** Exercise objective **
Lines below that hold the word "Mersin" must be copied in full.

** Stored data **
• • •

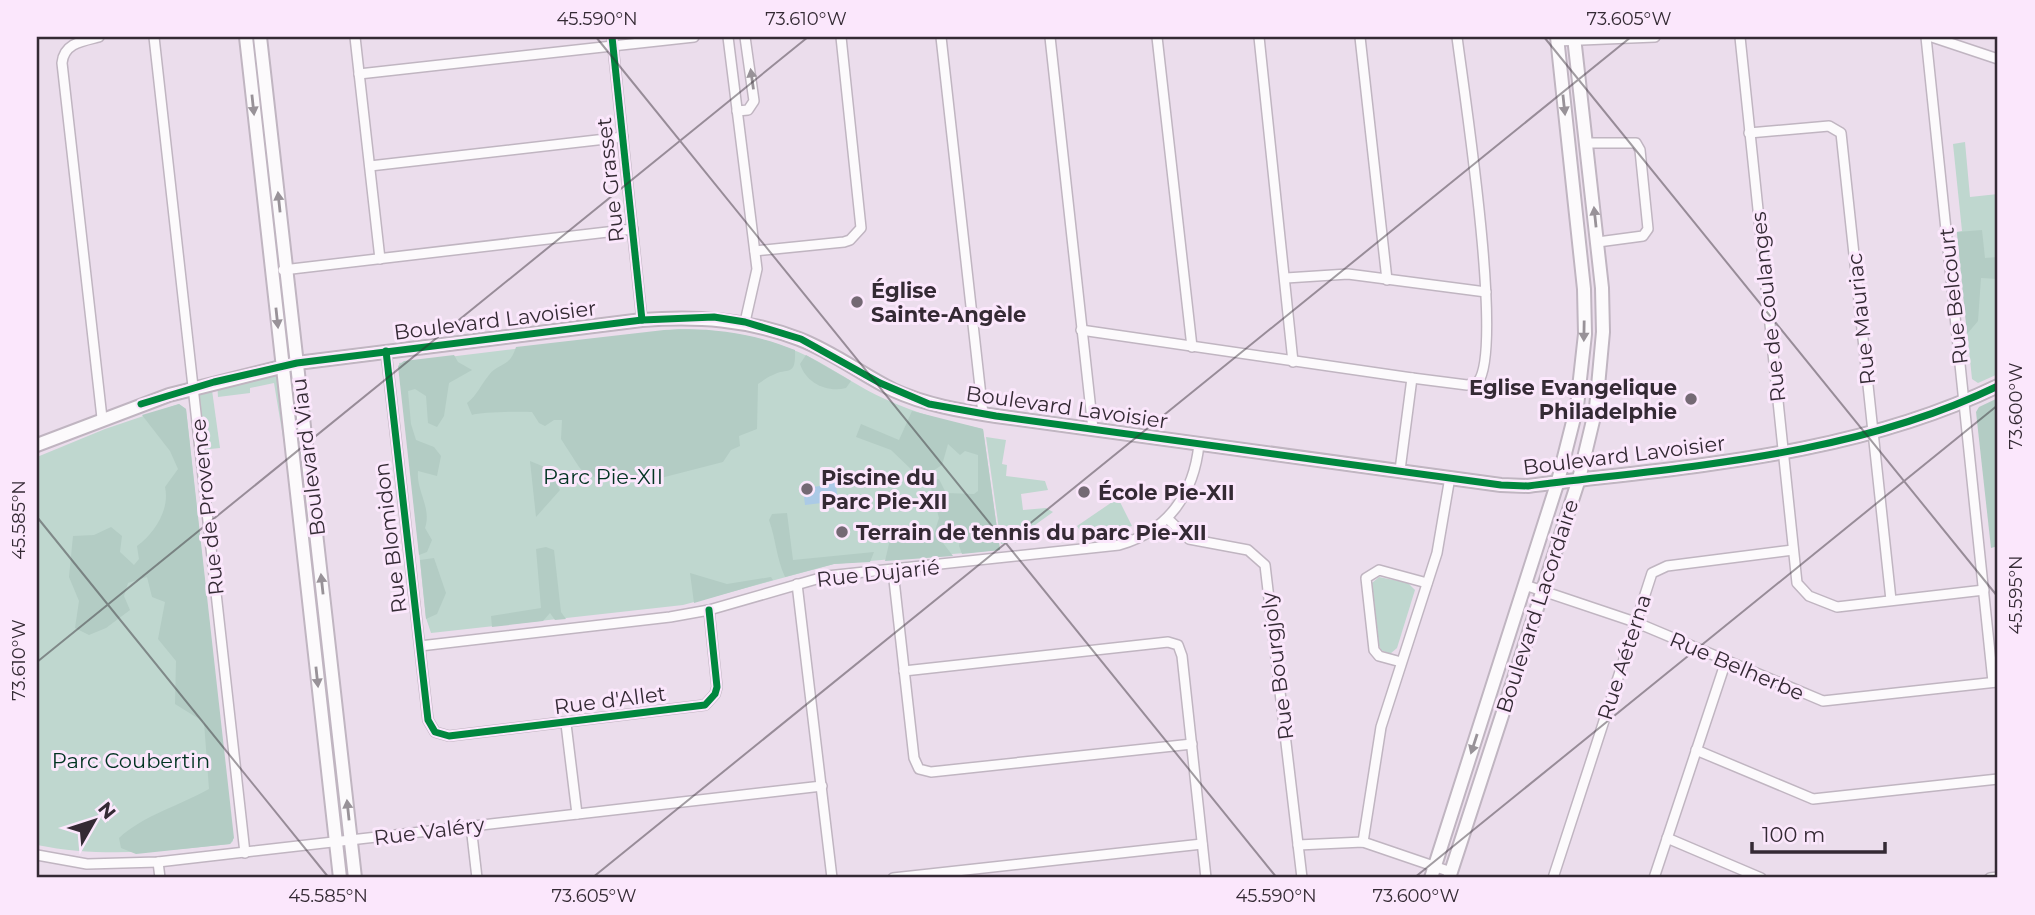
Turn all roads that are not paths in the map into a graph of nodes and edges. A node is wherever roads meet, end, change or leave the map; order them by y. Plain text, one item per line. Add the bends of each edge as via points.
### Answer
1 (99, 37) edge
2 (154, 37) edge
3 (246, 37) edge
4 (260, 37) edge
5 (355, 37) edge
6 (694, 37) edge
7 (728, 37) edge
8 (745, 37) edge
9 (841, 37) edge
10 (941, 37) edge
11 (1049, 37) edge
12 (1157, 37) edge
13 (1259, 37) edge
14 (1360, 37) edge
15 (1457, 37) edge
16 (1655, 37) edge
17 (1740, 37) edge
18 (1926, 37) edge
19 (1932, 37) edge
20 (1557, 39) edge
21 (1575, 39) edge
22 (612, 41) edge
23 (1998, 59) edge
24 (359, 74) junction
25 (737, 111) junction
26 (1749, 133) junction
27 (623, 137) junction
28 (1586, 143) junction
29 (370, 166) junction
30 (633, 229) junction
31 (1598, 242) junction
32 (755, 251) junction
33 (380, 259) junction
34 (287, 269) junction
35 (272, 271) junction
36 (1286, 278) junction
37 (1387, 280) junction
38 (1486, 292) junction
39 (642, 320) junction
40 (745, 323) junction
41 (1081, 330) junction
42 (1192, 347) junction
43 (386, 351) junction
44 (1293, 362) junction
45 (297, 363) junction
46 (282, 366) junction
47 (1412, 378) junction
48 (1998, 386) edge
49 (194, 388) junction
50 (1964, 402) junction
51 (984, 415) junction
52 (102, 418) junction
53 (1093, 429) junction
54 (1873, 433) junction
55 (1199, 444) junction
56 (37, 445) edge
57 (1783, 453) junction
58 (1400, 470) junction
59 (1450, 477) junction
60 (1579, 479) junction
61 (1558, 481) junction
62 (1168, 519) junction
63 (1793, 550) junction
64 (893, 571) junction
65 (1427, 583) junction
66 (797, 584) junction
67 (1525, 585) junction
68 (1984, 590) junction
69 (1541, 591) junction
70 (1891, 600) junction
71 (709, 610) junction
72 (1635, 622) junction
73 (420, 646) junction
74 (1726, 661) junction
75 (1401, 663) junction
76 (904, 671) junction
77 (1996, 682) edge
78 (428, 720) joint
79 (566, 723) junction
80 (1192, 744) junction
81 (1696, 750) junction
82 (1998, 779) edge
83 (821, 786) junction
84 (577, 814) junction
85 (471, 826) junction
86 (1667, 838) junction
87 (351, 840) junction
88 (336, 842) junction
89 (1363, 842) junction
90 (1202, 844) junction
91 (1298, 845) junction
92 (245, 853) junction
93 (37, 855) edge
94 (158, 862) junction
95 (1433, 872) edge
96 (1450, 875) edge
97 (1998, 877) edge
98 (160, 878) edge
99 (340, 878) edge
100 (355, 878) edge
101 (477, 878) edge
102 (832, 878) edge
103 (893, 878) edge
104 (1206, 878) edge
105 (1302, 878) edge
106 (1553, 878) edge
107 (1654, 878) edge
108 (1761, 878) edge
109 (1990, 878) edge

1 - 52 street via 72,45 62,63
2 - 49 street, Rue de Provence
3 -> 35 main road, Boulevard Viau
34 -> 4 main road, Boulevard Viau
5 - 24 street
6 - 22 street
7 - 25 street
25 -> 8 street via 748,110 754,101
9 - 32 street via 861,229 844,242
10 - 51 street
11 - 41 street
12 - 42 street
13 - 36 street
14 - 37 street
15 - 38 street
16 - 21 street
17 - 26 street, Rue de Coulanges
18 - 50 street, Rue Belcourt
19 - 23 street
20 - 21 street
20 -> 61 main road, Boulevard Lacordaire via 1585,312 1577,406
21 - 28 main road, Boulevard Lacordaire
22 - 24 street
22 - 27 street, Rue Grasset
24 - 29 street
25 - 32 street
26 - 54 street, Rue Mauriac via 1829,126 1841,133
26 - 57 street, Rue de Coulanges
27 - 29 street
27 - 30 street, Rue Grasset
31 -> 28 main road, Boulevard Lacordaire
28 - 31 street via 1629,141 1640,150 1648,229 1637,237
29 - 33 street
30 - 33 street
30 - 39 street, Rue Grasset
31 - 60 main road, Boulevard Lacordaire via 1600,370
32 - 40 street via 757,269
33 - 34 street
34 - 35 street
34 - 45 main road, Boulevard Viau
35 -> 46 main road, Boulevard Viau
36 - 37 street via 1338,274
36 - 44 street
37 - 38 street
38 - 47 street via 1483,371 1478,382 1467,385
39 - 40 main road, Boulevard Lavoisier via 705,317
39 - 43 main road, Boulevard Lavoisier
40 - 51 main road, Boulevard Lavoisier via 800,340 916,399
41 - 42 street
41 - 53 street
42 - 44 street
43 - 45 main road, Boulevard Lavoisier
43 - 73 street, Rue Blomidon
44 - 47 street
45 - 46 main road, Boulevard Lavoisier
87 -> 45 main road, Boulevard Viau
46 - 49 main road, Boulevard Lavoisier
46 -> 88 main road, Boulevard Viau
47 - 58 street
48 - 50 main road, Boulevard Lavoisier
49 - 52 main road, Boulevard Lavoisier
49 - 92 street, Rue de Provence
50 - 54 main road, Boulevard Lavoisier
50 - 68 street, Rue Belcourt
51 - 53 main road, Boulevard Lavoisier
52 - 56 main road, Boulevard Lavoisier
53 - 55 main road, Boulevard Lavoisier
54 - 57 main road, Boulevard Lavoisier
54 - 70 street, Rue Mauriac
55 - 58 main road, Boulevard Lavoisier
55 - 62 street, Rue Dujarié via 1193,478
57 - 60 main road, Boulevard Lavoisier
57 - 63 street, Rue de Coulanges
58 - 59 main road, Boulevard Lavoisier
59 - 61 main road, Boulevard Lavoisier via 1501,485
59 - 65 street
60 - 61 main road, Boulevard Lavoisier
60 - 69 main road, Boulevard Lacordaire
61 - 67 main road, Boulevard Lacordaire
62 - 64 street, Rue Dujarié via 1144,536 1119,545
62 - 91 street, Rue Bourgjoly via 1189,540 1248,551 1265,565
63 - 70 street, Rue de Coulanges via 1796,578 1804,592 1836,607
63 - 72 street, Rue Aéterna via 1656,569
64 - 66 street, Rue Dujarié via 836,575
64 - 76 street
65 - 75 street
65 - 75 street via 1380,570 1366,578 1374,650
66 - 71 street, Rue Dujarié
66 - 83 street
67 - 69 street, Rue Belherbe
67 -> 95 main road, Boulevard Lacordaire
68 - 70 street
68 - 77 street, Rue Belcourt
69 - 72 street, Rue Belherbe
69 - 96 main road, Boulevard Lacordaire
71 - 73 street, Rue Dujarié
71 - 79 street, Rue d'Allet via 717,687 705,705
72 - 74 street, Rue Belherbe
72 - 106 street, Rue Aéterna
73 - 78 street, Rue Blomidon
74 - 77 street, Rue Belherbe via 1823,701
74 - 81 street
75 - 89 street via 1381,727
76 - 80 street via 919,769 931,772
76 - 80 street via 1168,642 1178,645 1182,656
78 - 79 street, Rue d'Allet via 435,732 449,736
79 - 84 street
80 - 90 street
81 - 82 street via 1813,799
81 - 86 street
83 - 84 street, Rue Valéry
83 - 102 street
84 - 85 street, Rue Valéry
85 - 87 street, Rue Valéry
85 - 101 street
86 - 107 street
86 - 108 street
87 - 88 street, Rue Valéry
87 - 100 main road, Boulevard Viau
88 - 92 street, Rue Valéry
88 - 99 main road, Boulevard Viau
89 - 91 street
89 - 95 street
90 - 103 street
90 - 104 street
91 - 105 street, Rue Bourgjoly
92 - 94 street, Rue Valéry
93 - 94 street, Rue Valéry via 87,864
94 - 98 street
95 - 96 street
97 - 109 street

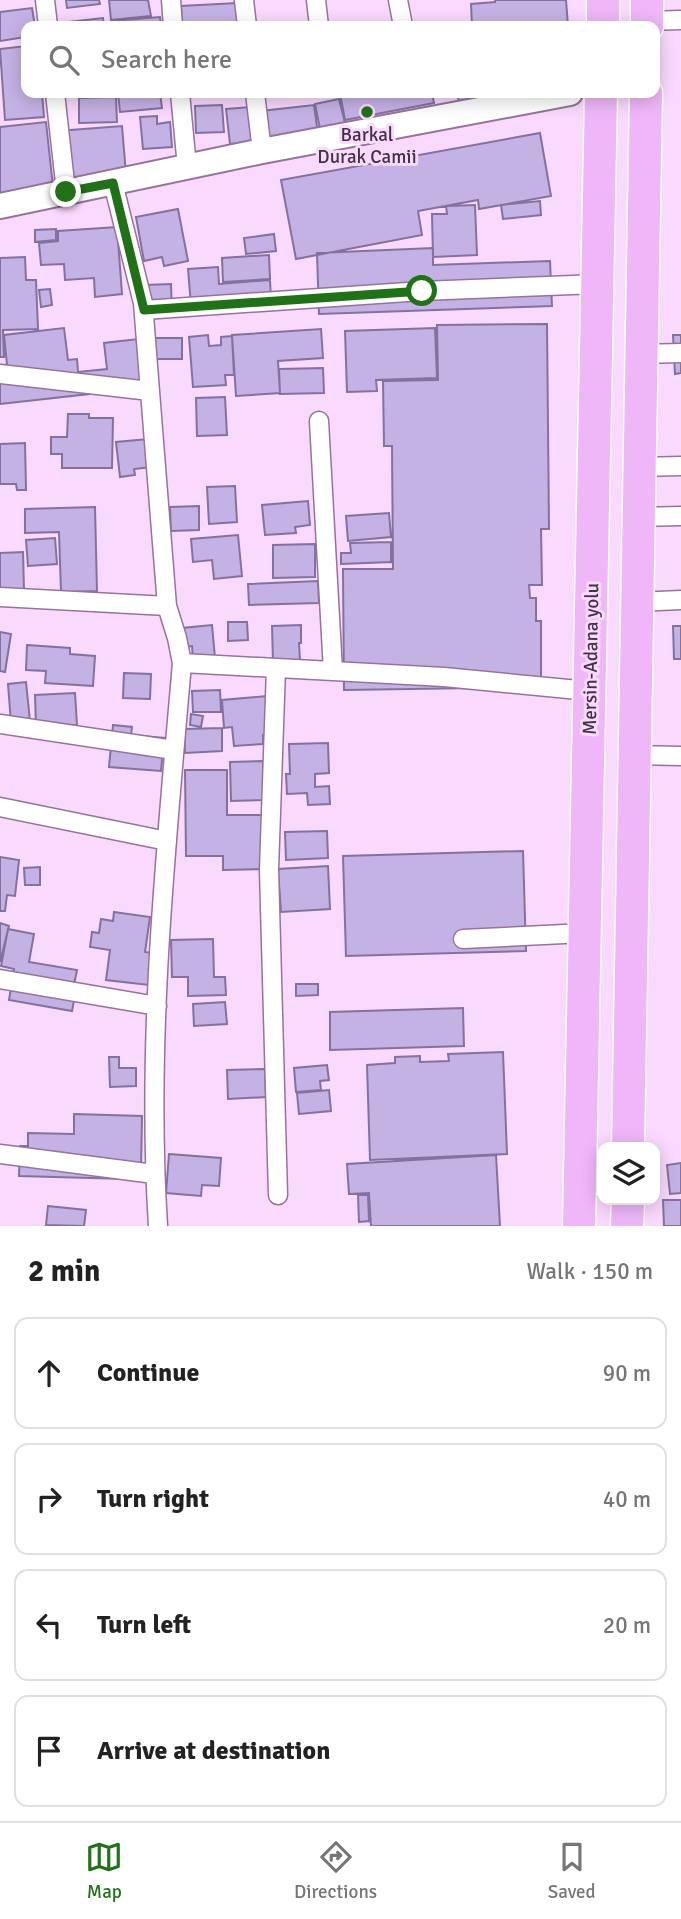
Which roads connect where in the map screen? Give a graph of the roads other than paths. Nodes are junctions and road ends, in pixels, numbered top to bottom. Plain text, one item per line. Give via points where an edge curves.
1 (45, 0) edge
2 (171, 0) edge
3 (244, 0) edge
4 (316, 0) edge
5 (398, 0) edge
6 (603, 0) edge
7 (647, 16) edge
8 (681, 20) edge
9 (47, 21) edge
10 (173, 21) edge
11 (246, 21) edge
12 (318, 21) edge
13 (402, 21) edge
14 (603, 21) edge
15 (56, 98) edge
16 (180, 98) edge
17 (256, 98) edge
18 (543, 98) edge
19 (601, 98) edge
20 (646, 98) edge
21 (261, 151) junction
22 (187, 167) junction
23 (113, 183) junction
24 (66, 192) junction
25 (0, 206) edge
26 (598, 284) junction
27 (144, 310) junction
28 (641, 354) junction
29 (681, 354) edge
30 (0, 374) edge
31 (150, 391) junction
32 (319, 421) dead end
33 (681, 466) edge
34 (639, 467) junction
35 (681, 516) edge
36 (639, 517) junction
37 (0, 597) edge
38 (681, 600) edge
39 (637, 602) junction
40 (167, 606) junction
41 (182, 663) junction
42 (276, 668) junction
43 (333, 671) junction
44 (589, 691) junction
45 (0, 724) edge
46 (174, 750) junction
47 (634, 755) junction
48 (681, 755) edge
49 (0, 807) edge
50 (167, 841) junction
51 (584, 933) junction
52 (463, 939) dead end
53 (0, 979) edge
54 (157, 1006) junction
55 (628, 1142) edge
56 (0, 1154) edge
57 (154, 1174) junction
58 (278, 1195) dead end
59 (628, 1205) edge
60 (158, 1226) edge
61 (579, 1226) edge
62 (627, 1226) edge

1 - 9 street
2 - 10 street
3 - 11 street
4 - 12 street
5 - 13 street
6 - 14 highway
7 - 8 street
15 - 24 street
16 - 22 street
17 - 21 street
18 - 21 main road
19 - 26 highway, Mersin-Adana yolu
20 - 28 highway
21 - 22 main road
22 - 23 main road
23 - 24 main road
23 - 27 street
24 - 25 main road
26 - 27 street
26 - 44 highway, Mersin-Adana yolu
27 - 31 street
28 - 29 street
28 - 34 highway
30 - 31 street
31 - 40 street
32 - 43 street
33 - 34 street
34 - 36 highway
35 - 36 street
36 - 39 highway
37 - 40 street
38 - 39 street
39 - 47 highway
40 - 41 street
41 - 42 street
41 - 46 street
42 - 43 street
42 - 58 street via 269,870
43 - 44 street
44 - 51 highway, Mersin-Adana yolu
45 - 46 street
46 - 50 street
47 - 48 street
47 - 55 highway
49 - 50 street
50 - 54 street
51 - 52 street
51 - 61 highway, Mersin-Adana yolu
53 - 54 street
54 - 57 street
56 - 57 street
57 - 60 street
59 - 62 highway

• • •

** Result of the task **
19 - 26 highway, Mersin-Adana yolu
26 - 44 highway, Mersin-Adana yolu
44 - 51 highway, Mersin-Adana yolu
51 - 61 highway, Mersin-Adana yolu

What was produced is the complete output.